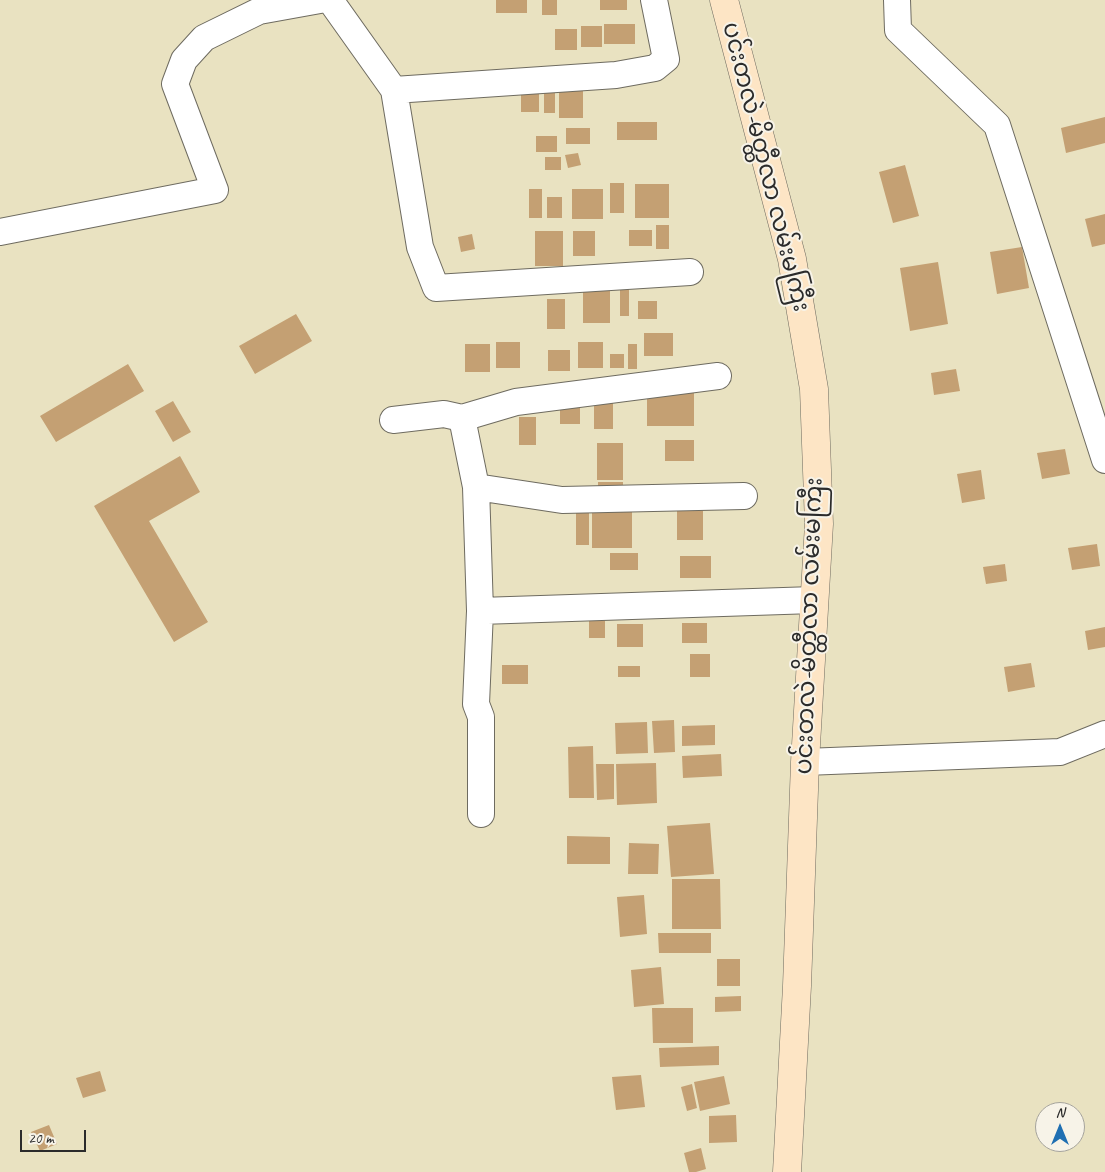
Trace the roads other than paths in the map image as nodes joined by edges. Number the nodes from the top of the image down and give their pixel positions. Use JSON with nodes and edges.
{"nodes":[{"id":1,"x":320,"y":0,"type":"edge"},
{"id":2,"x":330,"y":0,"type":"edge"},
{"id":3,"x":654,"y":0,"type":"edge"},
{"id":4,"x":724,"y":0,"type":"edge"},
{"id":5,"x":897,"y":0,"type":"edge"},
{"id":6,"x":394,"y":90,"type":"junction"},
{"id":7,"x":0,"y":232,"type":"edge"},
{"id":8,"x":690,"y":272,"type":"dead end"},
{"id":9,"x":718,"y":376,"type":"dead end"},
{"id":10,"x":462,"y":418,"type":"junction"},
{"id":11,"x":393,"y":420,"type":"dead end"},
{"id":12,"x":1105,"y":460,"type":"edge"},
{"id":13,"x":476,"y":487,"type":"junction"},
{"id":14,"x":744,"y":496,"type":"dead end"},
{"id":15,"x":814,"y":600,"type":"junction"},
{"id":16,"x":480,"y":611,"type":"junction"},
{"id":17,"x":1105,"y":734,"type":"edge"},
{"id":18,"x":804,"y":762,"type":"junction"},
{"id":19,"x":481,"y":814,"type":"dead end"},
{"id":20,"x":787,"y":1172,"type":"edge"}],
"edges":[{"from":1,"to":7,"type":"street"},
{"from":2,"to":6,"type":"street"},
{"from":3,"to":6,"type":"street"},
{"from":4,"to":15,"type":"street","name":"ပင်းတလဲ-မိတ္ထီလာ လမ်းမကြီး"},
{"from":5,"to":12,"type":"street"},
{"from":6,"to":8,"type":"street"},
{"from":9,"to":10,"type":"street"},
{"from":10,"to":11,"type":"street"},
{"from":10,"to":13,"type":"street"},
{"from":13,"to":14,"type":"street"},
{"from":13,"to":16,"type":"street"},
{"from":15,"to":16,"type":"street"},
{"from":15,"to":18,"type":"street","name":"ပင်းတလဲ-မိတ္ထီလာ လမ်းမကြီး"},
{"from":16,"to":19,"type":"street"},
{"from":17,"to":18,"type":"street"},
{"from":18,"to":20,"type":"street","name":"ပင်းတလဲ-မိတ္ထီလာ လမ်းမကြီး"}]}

-=-=-=-=-

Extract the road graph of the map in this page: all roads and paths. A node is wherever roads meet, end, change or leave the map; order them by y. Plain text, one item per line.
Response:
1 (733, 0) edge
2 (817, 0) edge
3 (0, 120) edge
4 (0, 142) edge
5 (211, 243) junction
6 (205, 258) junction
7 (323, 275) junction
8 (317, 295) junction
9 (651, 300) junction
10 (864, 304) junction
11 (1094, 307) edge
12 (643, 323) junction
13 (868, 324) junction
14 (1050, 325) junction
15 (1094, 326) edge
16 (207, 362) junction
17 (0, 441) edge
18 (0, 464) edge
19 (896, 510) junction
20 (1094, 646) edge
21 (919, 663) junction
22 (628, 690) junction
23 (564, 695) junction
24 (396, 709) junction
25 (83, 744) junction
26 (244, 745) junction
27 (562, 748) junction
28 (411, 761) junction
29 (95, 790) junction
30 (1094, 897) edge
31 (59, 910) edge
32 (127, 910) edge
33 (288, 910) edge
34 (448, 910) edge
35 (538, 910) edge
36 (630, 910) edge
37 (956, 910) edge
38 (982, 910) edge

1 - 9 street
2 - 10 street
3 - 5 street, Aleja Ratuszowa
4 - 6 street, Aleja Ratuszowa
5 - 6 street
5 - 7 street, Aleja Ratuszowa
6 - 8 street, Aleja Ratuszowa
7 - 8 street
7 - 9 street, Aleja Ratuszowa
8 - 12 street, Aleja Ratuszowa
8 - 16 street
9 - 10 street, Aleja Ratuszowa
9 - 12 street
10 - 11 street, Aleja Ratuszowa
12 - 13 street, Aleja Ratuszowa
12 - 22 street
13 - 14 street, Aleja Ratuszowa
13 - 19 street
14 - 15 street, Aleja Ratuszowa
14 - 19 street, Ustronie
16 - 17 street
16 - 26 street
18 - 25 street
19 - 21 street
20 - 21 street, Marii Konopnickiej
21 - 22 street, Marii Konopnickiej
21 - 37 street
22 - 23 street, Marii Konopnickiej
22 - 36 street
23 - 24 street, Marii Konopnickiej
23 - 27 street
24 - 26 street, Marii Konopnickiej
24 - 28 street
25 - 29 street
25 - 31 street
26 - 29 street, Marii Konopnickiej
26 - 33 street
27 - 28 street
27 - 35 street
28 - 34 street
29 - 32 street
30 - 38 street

-=-=-=-=-

Task prompt. Copy out each line of the listing where the string "name" appears.

Problem solution.
{"from":4,"to":15,"type":"street","name":"ပင်းတလဲ-မိတ္ထီလာ လမ်းမကြီး"},
{"from":15,"to":18,"type":"street","name":"ပင်းတလဲ-မိတ္ထီလာ လမ်းမကြီး"},
{"from":18,"to":20,"type":"street","name":"ပင်းတလဲ-မိတ္ထီလာ လမ်းမကြီး"}]}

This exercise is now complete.